Photos by Scott Russell
Your report notes that the number of high-poverty neighborhoods in the Denver metro area nearly tripled — but I understand that the unit of measurement you used involved census tracts. Can you describe what a census tract is and how the measurements were applied to neighborhoods?
The official definition is here. Basically it's an area of around 4,000 people that is intended to be relatively homogeneous, like a neighborhood.
How does Denver compare to other cities on a national level when it comes to the rising number of high-poverty neighborhoods?
Poverty has increased more quickly in Denver than elsewhere. Nationwide, there was a 59 percent increase in the number of high-poverty neighborhoods, but Denver saw a 152 percent increase.
In what types of neighborhoods in the Denver metro areas have the poverty levels increased the most?
Denver has seen some poverty spread to the suburbs, but overall, poverty in Denver is still largely concentrated in high-density areas. In 2015, 77 out of 111 high-poverty areas in the Denver metro were in high-density areas.
Denver statistics show that dense urban neighborhoods in Denver with more than 20 percent poverty have more than doubled, as have medium-dense urban neighborhoods — and less-dense urban neighborhoods that meet this standard have gone from one to six.

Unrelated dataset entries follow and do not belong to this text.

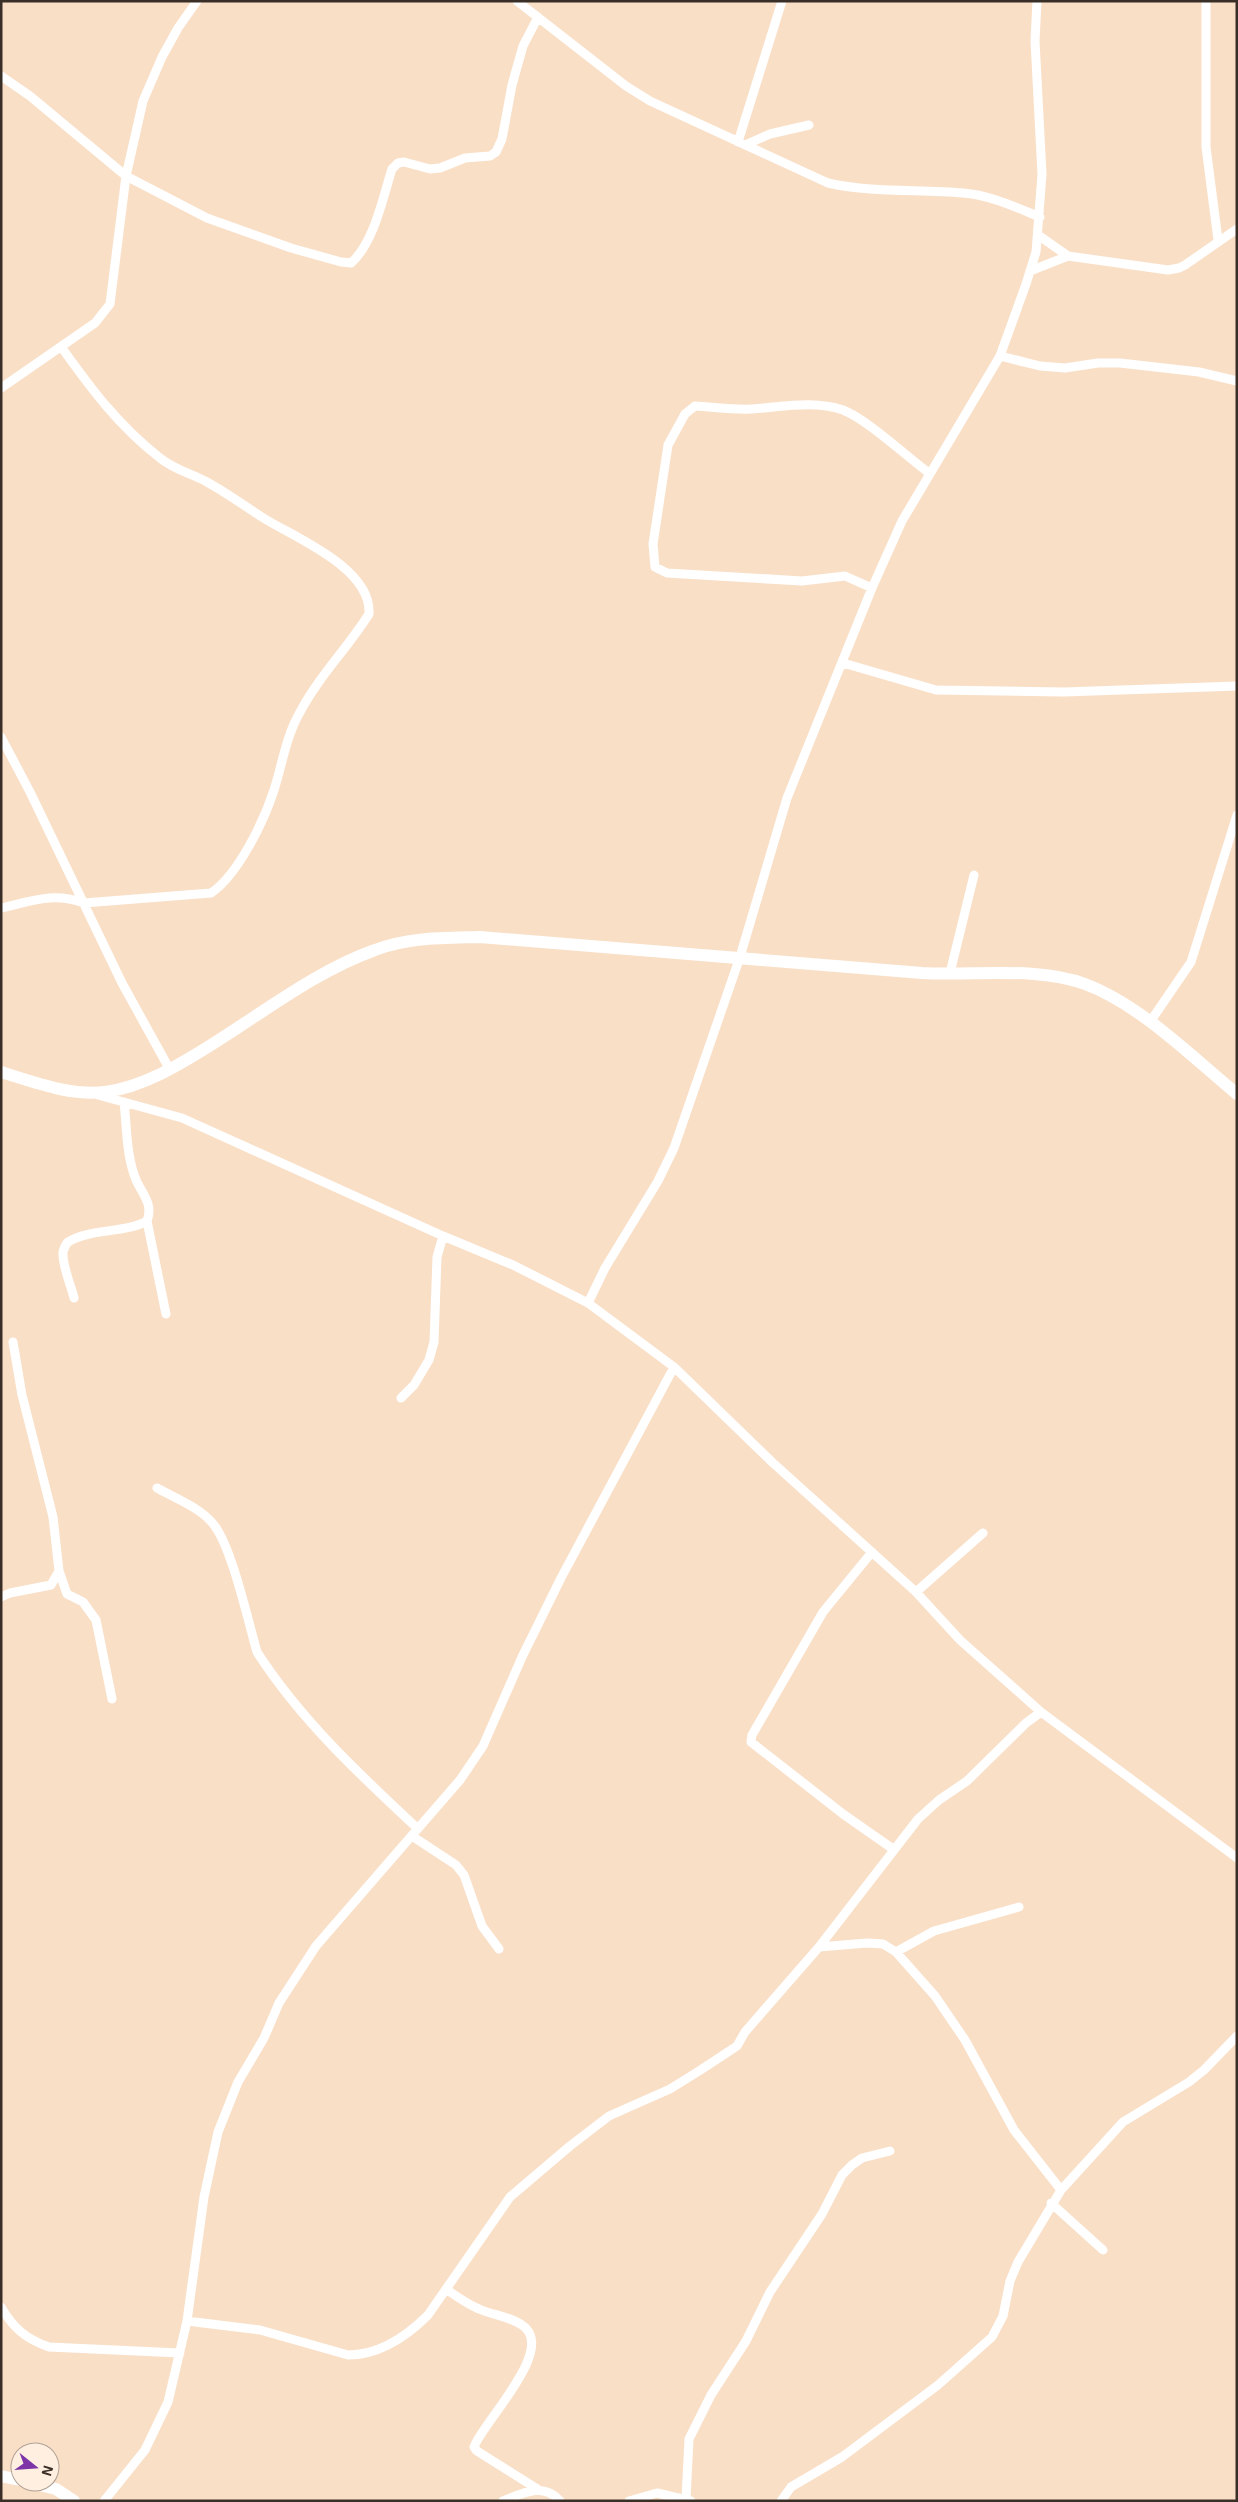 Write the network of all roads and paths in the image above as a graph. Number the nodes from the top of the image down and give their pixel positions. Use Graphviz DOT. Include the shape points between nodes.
graph roads {
  1 [pos="197,1"];
  2 [pos="517,1"];
  3 [pos="782,1"];
  4 [pos="1037,1"];
  5 [pos="1206,1"];
  6 [pos="538,16"];
  7 [pos="1,76"];
  8 [pos="809,125"];
  9 [pos="741,144"];
  10 [pos="126,176"];
  11 [pos="1040,217"];
  12 [pos="1237,229"];
  13 [pos="1038,235"];
  14 [pos="1218,240"];
  15 [pos="1068,256"];
  16 [pos="1030,271"];
  17 [pos="62,348"];
  18 [pos="1000,356"];
  19 [pos="1237,381"];
  20 [pos="1,388"];
  21 [pos="929,473"];
  22 [pos="872,588"];
  23 [pos="843,663"];
  24 [pos="1237,686"];
  25 [pos="1,737"];
  26 [pos="1237,815"];
  27 [pos="974,875"];
  28 [pos="84,903"];
  29 [pos="1,908"];
  30 [pos="740,957"];
  31 [pos="950,973"];
  32 [pos="1150,1022"];
  33 [pos="170,1070"];
  34 [pos="1,1072"];
  35 [pos="86,1092"];
  36 [pos="1237,1094"];
  37 [pos="124,1102"];
  38 [pos="148,1221"];
  39 [pos="443,1236"];
  40 [pos="74,1298"];
  41 [pos="588,1303"];
  42 [pos="166,1314"];
  43 [pos="13,1342"];
  44 [pos="674,1367"];
  45 [pos="402,1398"];
  46 [pos="157,1488"];
  47 [pos="983,1533"];
  48 [pos="872,1552"];
  49 [pos="59,1571"];
  50 [pos="916,1592"];
  51 [pos="1,1597"];
  52 [pos="112,1699"];
  53 [pos="1042,1712"];
  54 [pos="415,1832"];
  55 [pos="893,1849"];
  56 [pos="1237,1858"];
  57 [pos="1019,1907"];
  58 [pos="819,1947"];
  59 [pos="499,1949"];
  60 [pos="896,1952"];
  61 [pos="1237,2036"];
  62 [pos="890,2151"];
  63 [pos="1061,2190"];
  64 [pos="1051,2203"];
  65 [pos="1103,2250"];
  66 [pos="446,2289"];
  67 [pos="1,2307"];
  68 [pos="187,2321"];
  69 [pos="180,2353"];
  70 [pos="539,2490"];
  71 [pos="60,2492"];
  72 [pos="689,2500"];
  73 [pos="74,2501"];
  74 [pos="104,2501"];
  75 [pos="503,2501"];
  76 [pos="560,2501"];
  77 [pos="628,2501"];
  78 [pos="781,2501"];
  1 -- 10 [label="street" via="162,57 143,100"];
  2 -- 6 [label="street"];
  3 -- 9 [label="street"];
  4 -- 11 [label="street" via="1035,40 1042,174"];
  5 -- 14 [label="street" via="1206,147"];
  6 -- 9 [label="street" via="626,86 650,101"];
  6 -- 10 [label="street" via="523,46 500,147 490,156 465,158 440,168 398,163 392,169 381,208 358,257 351,263 291,248 207,218"];
  7 -- 10 [label="street"];
  8 -- 9 [label="street"];
  9 -- 11 [label="street" via="828,183 848,188 964,193 994,199"];
  10 -- 17 [label="street" via="110,304 96,323"];
  11 -- 13 [label="street"];
  12 -- 14 [label="street"];
  13 -- 15 [label="street"];
  13 -- 16 [label="street"];
  14 -- 15 [label="street" via="1190,262 1173,269 1152,269"];
  15 -- 16 [label="street"];
  16 -- 18 [label="street"];
  17 -- 20 [label="street"];
  17 -- 28 [label="street" via="103,405 130,433 156,454 209,482 321,551 363,588 370,604 369,614 359,631 313,688 297,716 264,813 247,848 221,887 211,893"];
  18 -- 19 [label="street" via="1040,366 1065,368 1120,363 1199,372"];
  18 -- 21 [label="street"];
  21 -- 22 [label="street" via="902,521"];
  21 -- 22 [label="street" via="867,424 844,411 818,405 751,409 695,406 685,414 668,445 653,544 656,567 667,573 802,581 845,576"];
  22 -- 23 [label="street"];
  23 -- 24 [label="street" via="936,690 1064,692"];
  23 -- 30 [label="street" via="787,798"];
  25 -- 28 [label="street"];
  26 -- 32 [label="street" via="1191,962"];
  27 -- 31 [label="street"];
  28 -- 29 [label="street" via="66,897 51,897"];
  28 -- 33 [label="street" via="122,983"];
  30 -- 31 [label="main road"];
  30 -- 33 [label="main road" via="480,937 427,938 375,949 325,973"];
  30 -- 41 [label="street" via="674,1148"];
  31 -- 32 [label="main road" via="1049,976 1085,984"];
  32 -- 36 [label="main road"];
  33 -- 35 [label="main road" via="125,1087"];
  34 -- 35 [label="main road" via="54,1088"];
  35 -- 37 [label="street"];
  37 -- 38 [label="street" via="132,1165 148,1202"];
  37 -- 39 [label="street" via="182,1118"];
  38 -- 40 [label="street" via="139,1226 69,1241 63,1254"];
  38 -- 42 [label="street"];
  39 -- 41 [label="street" via="512,1265"];
  39 -- 45 [label="street" via="437,1258 434,1342 429,1360"];
  41 -- 44 [label="street"];
  43 -- 49 [label="street" via="22,1395 53,1517"];
  44 -- 48 [label="street" via="772,1462"];
  44 -- 54 [label="street" via="561,1578 483,1746 460,1780"];
  46 -- 54 [label="street" via="199,1512 214,1525 226,1548 257,1652 265,1665 308,1720"];
  47 -- 50 [label="street"];
  48 -- 50 [label="street"];
  48 -- 55 [label="street" via="823,1612 752,1735 751,1742 842,1814"];
  49 -- 51 [label="street" via="51,1585"];
  49 -- 52 [label="street" via="67,1594 83,1602 96,1620"];
  50 -- 53 [label="street" via="960,1640"];
  53 -- 55 [label="street" via="1026,1723 967,1781 918,1819"];
  53 -- 56 [label="street"];
  54 -- 59 [label="street" via="464,1875 482,1926"];
  54 -- 68 [label="street" via="316,1946 279,2003 264,2038 238,2082 218,2132 206,2188"];
  55 -- 58 [label="street"];
  57 -- 60 [label="street" via="934,1932"];
  58 -- 60 [label="street" via="883,1944"];
  58 -- 66 [label="street" via="737,2046 670,2089 609,2116 510,2197"];
  60 -- 63 [label="street" via="935,1996 964,2040 1014,2130"];
  61 -- 63 [label="street" via="1196,2076 1123,2122"];
  62 -- 72 [label="street" via="862,2158 842,2176 822,2214 770,2292 746,2342 711,2395 689,2439"];
  63 -- 64 [label="street"];
  64 -- 65 [label="street"];
  64 -- 78 [label="street" via="1018,2262 1010,2281 1003,2316 992,2337 938,2385 870,2437 824,2470 790,2487"];
  66 -- 68 [label="street" via="412,2331 381,2349 360,2355 333,2352 260,2330"];
  66 -- 70 [label="street" via="479,2309 522,2325 530,2333 532,2344 528,2361 474,2447"];
  67 -- 69 [label="street" via="20,2333 49,2347"];
  68 -- 69 [label="street"];
  69 -- 74 [label="street" via="168,2402 144,2450"];
  70 -- 75 [label="street"];
  70 -- 76 [label="street" via="554,2494"];
  71 -- 73 [label="main road"];
  72 -- 77 [label="street" via="658,2493"];
}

What are the major factors in these shifts?
Housing costs in Denver have spiked in recent years, driven by wage and employment growth, coupled with insufficient supply. Our study suggests that there is group of people in Denver that have been left behind.
At the same time, the share of dense urban neighborhoods in metro Denver has actually declined during that period, from more than 72 percent of the total to around 69 percent. Does this suggest that people dealing with poverty are trying to improve their lot by moving, but they're having difficulty achieving this goal in their new location?
Poverty is growing in high-, medium-, and low-density areas of the Denver metro (all of them), but since there were fewer poor suburban neighborhoods in 2000, the rate of increase there was higher. Overall, poverty in Denver is still primarily an urban phenomenon, although it is starting to spread. I think it is a combination of factors that are causing the increased suburban poverty: people who are priced out of urban areas and moving to the suburbs, as well as people in the suburbs who are affected by rising housing costs.
Thinkstock file photo
We often think of suburbs as being more affluent than areas within city limits, but that's not always the case. Are there examples of this phenomenon in the Denver metro area — suburbs that have more poverty than many parts of Denver proper?
Unfortunately, we weren't able to break out data for specific suburbs to give examples. With 34 medium and low-density suburbs with high poverty, however, there are definitely suburbs that have higher poverty than parts of Denver proper.
Are high-poverty areas in areas with a high-income demographic somewhat hidden from public view, given that the communities as a whole have a reputation for affluence?
I think the issue here is more that suburban poverty (which is increasing) is more "hidden" than urban poverty. It's less visible simply because there are fewer people (and reporters) living or working there. It's a challenge because those areas also tend to have poorer infrastructure (e.g., public transport networks) and social services. Suburban cities will have to adapt to deal with these challenges.
Are there suburban areas in Denver in which the majority of the residents are dealing with poverty?
Harvard defined high-poverty neighborhoods as those with at least 20 percent of residents living below the poverty line. We don't have data on areas with a majority of residents dealing with poverty (>50 percent), but I think those would be relatively few in number.
What are ways that suburbs can begin to grapple with this issue and, with luck, make progress on it?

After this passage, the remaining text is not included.